Find the lines in the listing below that include the word "Mahatma", and report how many there are, with nothing more.

◆ **EXERCISE MATERIALS**:
^^^^^^^^^^^^^^^^

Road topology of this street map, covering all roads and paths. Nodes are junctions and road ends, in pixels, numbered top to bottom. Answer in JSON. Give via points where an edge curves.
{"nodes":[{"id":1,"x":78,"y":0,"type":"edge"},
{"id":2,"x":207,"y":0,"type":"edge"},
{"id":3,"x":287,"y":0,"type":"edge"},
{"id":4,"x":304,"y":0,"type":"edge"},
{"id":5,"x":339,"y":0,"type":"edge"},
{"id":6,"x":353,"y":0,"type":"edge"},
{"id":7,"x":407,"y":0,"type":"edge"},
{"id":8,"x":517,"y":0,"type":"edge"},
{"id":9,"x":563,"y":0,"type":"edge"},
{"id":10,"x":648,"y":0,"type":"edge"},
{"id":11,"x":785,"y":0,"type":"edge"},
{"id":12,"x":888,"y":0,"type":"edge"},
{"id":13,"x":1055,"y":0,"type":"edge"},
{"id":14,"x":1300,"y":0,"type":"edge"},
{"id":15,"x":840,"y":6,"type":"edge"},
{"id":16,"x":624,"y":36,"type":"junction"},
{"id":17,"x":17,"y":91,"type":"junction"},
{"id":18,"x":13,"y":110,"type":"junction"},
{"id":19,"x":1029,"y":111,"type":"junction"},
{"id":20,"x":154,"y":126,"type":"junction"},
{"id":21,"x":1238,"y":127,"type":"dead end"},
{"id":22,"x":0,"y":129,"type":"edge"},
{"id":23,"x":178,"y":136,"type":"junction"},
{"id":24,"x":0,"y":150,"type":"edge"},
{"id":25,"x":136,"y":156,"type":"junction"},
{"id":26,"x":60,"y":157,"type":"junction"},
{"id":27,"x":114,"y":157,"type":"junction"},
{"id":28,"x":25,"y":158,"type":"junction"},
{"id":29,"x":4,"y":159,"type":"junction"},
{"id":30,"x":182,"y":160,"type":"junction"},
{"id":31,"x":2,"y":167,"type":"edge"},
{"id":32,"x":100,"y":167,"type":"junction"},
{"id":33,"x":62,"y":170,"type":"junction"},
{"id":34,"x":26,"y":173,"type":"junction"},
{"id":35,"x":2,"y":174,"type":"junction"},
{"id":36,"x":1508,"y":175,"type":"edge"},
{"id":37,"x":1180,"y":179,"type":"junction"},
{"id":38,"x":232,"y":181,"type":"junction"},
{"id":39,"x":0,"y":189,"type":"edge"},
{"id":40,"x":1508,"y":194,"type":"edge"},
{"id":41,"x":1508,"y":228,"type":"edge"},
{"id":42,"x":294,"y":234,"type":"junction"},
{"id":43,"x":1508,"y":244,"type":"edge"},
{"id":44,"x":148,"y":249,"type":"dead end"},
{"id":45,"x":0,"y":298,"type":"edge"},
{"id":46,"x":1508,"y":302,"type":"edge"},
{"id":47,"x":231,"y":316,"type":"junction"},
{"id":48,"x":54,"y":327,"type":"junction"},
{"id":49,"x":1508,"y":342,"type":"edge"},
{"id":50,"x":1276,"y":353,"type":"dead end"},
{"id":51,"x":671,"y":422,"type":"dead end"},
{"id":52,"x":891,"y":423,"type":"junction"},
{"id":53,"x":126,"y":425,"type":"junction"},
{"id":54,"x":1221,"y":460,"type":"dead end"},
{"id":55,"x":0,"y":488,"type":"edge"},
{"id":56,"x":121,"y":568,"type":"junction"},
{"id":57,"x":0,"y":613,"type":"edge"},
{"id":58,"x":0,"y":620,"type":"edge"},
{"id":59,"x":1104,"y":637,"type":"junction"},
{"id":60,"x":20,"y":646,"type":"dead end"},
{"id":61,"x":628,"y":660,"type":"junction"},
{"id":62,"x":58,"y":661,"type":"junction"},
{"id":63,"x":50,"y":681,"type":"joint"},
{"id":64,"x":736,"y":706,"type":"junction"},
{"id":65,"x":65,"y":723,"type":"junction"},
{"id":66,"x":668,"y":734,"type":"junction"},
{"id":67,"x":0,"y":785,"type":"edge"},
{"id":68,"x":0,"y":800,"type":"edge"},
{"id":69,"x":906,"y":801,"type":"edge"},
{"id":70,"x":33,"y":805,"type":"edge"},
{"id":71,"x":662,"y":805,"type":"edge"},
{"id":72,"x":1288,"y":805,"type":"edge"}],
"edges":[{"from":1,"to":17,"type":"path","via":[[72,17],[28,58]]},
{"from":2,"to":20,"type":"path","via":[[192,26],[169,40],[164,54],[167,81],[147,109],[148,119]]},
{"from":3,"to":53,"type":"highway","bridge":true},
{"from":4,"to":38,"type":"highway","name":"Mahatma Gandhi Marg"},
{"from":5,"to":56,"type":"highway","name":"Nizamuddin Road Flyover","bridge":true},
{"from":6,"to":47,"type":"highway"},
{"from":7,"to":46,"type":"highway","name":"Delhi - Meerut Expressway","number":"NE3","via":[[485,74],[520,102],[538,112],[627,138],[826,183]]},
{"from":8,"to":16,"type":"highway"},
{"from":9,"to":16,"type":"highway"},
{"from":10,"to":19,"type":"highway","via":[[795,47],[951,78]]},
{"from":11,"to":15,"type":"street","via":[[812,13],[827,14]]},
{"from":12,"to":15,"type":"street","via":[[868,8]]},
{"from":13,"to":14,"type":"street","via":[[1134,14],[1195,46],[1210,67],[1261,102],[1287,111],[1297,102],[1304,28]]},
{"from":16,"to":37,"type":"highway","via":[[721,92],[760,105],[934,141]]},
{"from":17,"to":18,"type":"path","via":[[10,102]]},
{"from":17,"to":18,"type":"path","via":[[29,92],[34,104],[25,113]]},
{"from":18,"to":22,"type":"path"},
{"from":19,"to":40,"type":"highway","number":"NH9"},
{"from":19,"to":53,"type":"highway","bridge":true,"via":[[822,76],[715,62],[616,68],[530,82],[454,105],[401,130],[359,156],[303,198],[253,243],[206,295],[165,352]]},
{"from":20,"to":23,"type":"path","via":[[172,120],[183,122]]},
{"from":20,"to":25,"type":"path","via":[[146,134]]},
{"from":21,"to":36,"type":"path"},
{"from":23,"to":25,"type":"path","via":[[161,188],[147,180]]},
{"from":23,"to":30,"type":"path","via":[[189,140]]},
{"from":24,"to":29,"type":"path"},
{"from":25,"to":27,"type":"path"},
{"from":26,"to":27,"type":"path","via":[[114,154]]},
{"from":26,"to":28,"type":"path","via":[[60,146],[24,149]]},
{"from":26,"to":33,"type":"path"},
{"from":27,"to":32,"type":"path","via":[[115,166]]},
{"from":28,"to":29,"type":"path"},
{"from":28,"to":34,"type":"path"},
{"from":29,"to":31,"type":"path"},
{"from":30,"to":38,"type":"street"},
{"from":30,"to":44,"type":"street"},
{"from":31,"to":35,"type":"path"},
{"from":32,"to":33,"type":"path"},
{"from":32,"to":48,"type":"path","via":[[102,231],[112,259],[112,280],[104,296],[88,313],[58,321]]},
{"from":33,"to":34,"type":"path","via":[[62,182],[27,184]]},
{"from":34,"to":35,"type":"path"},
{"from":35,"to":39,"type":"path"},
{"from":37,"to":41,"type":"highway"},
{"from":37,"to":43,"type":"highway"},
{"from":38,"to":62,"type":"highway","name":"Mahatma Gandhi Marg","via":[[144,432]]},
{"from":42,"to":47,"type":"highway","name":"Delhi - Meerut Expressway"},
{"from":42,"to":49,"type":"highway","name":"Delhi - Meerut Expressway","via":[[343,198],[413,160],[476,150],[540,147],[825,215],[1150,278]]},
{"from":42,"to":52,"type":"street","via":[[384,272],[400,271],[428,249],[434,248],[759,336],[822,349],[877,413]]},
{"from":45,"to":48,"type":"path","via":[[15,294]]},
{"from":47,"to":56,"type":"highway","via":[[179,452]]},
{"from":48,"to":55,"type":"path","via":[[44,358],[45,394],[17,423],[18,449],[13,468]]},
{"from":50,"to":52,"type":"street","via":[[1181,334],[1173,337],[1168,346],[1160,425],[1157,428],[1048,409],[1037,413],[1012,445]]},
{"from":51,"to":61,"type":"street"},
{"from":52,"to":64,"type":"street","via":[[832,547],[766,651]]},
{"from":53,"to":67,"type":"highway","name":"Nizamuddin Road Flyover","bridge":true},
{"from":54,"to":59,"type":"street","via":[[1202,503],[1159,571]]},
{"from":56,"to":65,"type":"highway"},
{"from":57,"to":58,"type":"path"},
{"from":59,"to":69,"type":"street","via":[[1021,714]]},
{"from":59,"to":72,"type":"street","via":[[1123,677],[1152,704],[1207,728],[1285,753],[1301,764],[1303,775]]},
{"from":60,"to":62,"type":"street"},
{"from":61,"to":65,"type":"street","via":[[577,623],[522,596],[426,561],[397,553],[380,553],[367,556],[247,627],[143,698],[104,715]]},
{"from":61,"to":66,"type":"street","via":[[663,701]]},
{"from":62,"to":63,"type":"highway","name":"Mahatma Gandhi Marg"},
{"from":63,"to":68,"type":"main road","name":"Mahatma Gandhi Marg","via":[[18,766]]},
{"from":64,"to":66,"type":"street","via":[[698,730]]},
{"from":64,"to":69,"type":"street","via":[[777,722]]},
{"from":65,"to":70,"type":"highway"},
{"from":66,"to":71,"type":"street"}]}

^^^^^^^^^^^^^^^^

◆ **ANSWER BOX**: 4